'''
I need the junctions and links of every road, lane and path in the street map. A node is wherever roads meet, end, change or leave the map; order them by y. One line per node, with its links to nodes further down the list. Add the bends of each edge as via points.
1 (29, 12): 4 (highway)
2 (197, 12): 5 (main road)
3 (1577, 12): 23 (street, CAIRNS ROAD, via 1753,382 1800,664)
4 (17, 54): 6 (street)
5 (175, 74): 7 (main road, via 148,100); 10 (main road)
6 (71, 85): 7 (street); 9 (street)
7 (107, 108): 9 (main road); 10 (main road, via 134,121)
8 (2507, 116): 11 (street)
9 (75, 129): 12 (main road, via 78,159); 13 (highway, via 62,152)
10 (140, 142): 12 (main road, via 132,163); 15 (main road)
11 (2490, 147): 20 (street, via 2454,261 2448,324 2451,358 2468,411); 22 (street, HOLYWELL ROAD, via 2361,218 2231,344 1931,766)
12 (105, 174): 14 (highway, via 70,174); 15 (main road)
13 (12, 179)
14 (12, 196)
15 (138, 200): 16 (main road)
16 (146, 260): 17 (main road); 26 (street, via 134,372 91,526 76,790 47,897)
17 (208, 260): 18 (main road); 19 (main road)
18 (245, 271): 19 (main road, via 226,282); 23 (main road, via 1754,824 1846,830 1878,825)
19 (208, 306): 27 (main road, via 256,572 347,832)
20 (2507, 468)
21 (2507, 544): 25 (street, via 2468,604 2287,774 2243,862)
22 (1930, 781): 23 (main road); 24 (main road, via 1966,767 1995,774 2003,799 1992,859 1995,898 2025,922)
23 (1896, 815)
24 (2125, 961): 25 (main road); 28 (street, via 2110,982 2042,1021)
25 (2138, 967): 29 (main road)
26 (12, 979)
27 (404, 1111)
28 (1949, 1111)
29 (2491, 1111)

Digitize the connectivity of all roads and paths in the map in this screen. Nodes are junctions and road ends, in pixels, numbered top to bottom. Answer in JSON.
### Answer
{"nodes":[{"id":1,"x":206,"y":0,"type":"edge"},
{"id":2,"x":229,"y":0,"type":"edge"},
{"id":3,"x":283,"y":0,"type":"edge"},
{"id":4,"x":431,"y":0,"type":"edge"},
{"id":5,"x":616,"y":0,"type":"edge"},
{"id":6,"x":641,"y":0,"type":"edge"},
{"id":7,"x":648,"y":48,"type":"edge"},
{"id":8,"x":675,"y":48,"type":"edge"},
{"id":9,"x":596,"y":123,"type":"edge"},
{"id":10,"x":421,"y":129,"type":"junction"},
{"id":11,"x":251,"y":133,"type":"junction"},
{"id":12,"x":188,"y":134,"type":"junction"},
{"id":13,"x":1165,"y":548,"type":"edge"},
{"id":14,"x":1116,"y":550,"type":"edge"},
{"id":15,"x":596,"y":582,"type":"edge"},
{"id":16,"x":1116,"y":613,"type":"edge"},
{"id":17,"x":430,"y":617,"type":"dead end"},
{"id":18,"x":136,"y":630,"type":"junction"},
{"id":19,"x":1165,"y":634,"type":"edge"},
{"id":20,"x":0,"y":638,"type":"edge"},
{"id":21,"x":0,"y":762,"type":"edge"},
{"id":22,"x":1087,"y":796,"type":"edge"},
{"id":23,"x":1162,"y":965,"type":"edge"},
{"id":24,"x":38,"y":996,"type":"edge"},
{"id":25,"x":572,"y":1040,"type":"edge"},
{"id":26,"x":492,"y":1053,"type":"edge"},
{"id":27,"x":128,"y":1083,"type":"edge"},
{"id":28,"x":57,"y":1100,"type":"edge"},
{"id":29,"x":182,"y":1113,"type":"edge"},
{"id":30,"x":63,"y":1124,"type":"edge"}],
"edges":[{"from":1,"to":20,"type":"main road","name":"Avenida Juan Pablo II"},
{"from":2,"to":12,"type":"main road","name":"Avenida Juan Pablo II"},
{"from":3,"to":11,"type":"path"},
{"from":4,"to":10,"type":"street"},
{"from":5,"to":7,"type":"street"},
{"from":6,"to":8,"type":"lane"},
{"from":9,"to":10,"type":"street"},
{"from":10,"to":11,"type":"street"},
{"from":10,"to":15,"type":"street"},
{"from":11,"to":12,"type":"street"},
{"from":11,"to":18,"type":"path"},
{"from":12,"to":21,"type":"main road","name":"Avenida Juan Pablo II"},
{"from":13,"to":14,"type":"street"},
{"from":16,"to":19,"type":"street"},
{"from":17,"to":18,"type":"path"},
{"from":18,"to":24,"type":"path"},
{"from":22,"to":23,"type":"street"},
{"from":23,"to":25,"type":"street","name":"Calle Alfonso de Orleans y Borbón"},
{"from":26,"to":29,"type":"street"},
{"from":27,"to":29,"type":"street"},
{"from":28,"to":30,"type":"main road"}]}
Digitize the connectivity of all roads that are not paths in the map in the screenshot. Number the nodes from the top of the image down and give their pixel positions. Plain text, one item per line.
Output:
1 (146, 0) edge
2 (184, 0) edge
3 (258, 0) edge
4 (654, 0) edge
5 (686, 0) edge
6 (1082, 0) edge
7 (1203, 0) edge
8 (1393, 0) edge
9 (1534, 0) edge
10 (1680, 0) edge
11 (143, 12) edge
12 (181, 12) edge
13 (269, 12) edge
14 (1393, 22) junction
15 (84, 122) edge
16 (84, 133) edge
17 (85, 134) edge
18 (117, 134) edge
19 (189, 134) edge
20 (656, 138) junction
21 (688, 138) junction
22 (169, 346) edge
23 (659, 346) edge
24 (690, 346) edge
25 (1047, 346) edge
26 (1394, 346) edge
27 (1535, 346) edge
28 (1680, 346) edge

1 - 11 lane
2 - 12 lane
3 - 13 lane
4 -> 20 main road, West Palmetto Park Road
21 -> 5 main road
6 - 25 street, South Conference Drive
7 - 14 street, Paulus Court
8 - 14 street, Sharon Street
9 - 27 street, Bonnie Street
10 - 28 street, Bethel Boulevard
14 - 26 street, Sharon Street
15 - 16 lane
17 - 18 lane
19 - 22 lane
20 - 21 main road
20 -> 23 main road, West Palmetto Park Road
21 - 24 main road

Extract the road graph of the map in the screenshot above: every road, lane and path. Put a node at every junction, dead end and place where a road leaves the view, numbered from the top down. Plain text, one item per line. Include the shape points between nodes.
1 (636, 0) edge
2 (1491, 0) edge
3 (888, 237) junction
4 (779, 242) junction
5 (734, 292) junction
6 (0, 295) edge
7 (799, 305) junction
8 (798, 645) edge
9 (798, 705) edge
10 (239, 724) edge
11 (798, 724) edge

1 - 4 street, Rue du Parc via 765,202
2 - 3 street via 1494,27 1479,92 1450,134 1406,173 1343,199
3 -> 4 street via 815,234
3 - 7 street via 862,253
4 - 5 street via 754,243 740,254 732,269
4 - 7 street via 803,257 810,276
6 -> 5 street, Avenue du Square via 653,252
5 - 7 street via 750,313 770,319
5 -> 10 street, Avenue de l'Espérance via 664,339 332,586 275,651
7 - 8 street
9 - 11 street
'''
_EXERCISE AIM_
Where a line in the listing above includes the string "numbered", copy that line.

_EXERCISE SOLUTION_
Digitize the connectivity of all roads and paths in the map in this screen. Nodes are junctions and road ends, in pixels, numbered top to bottom. Answer in JSON.
Extract the road graph of the map in the screenshot above: every road, lane and path. Put a node at every junction, dead end and place where a road leaves the view, numbered from the top down. Plain text, one item per line. Include the shape points between nodes.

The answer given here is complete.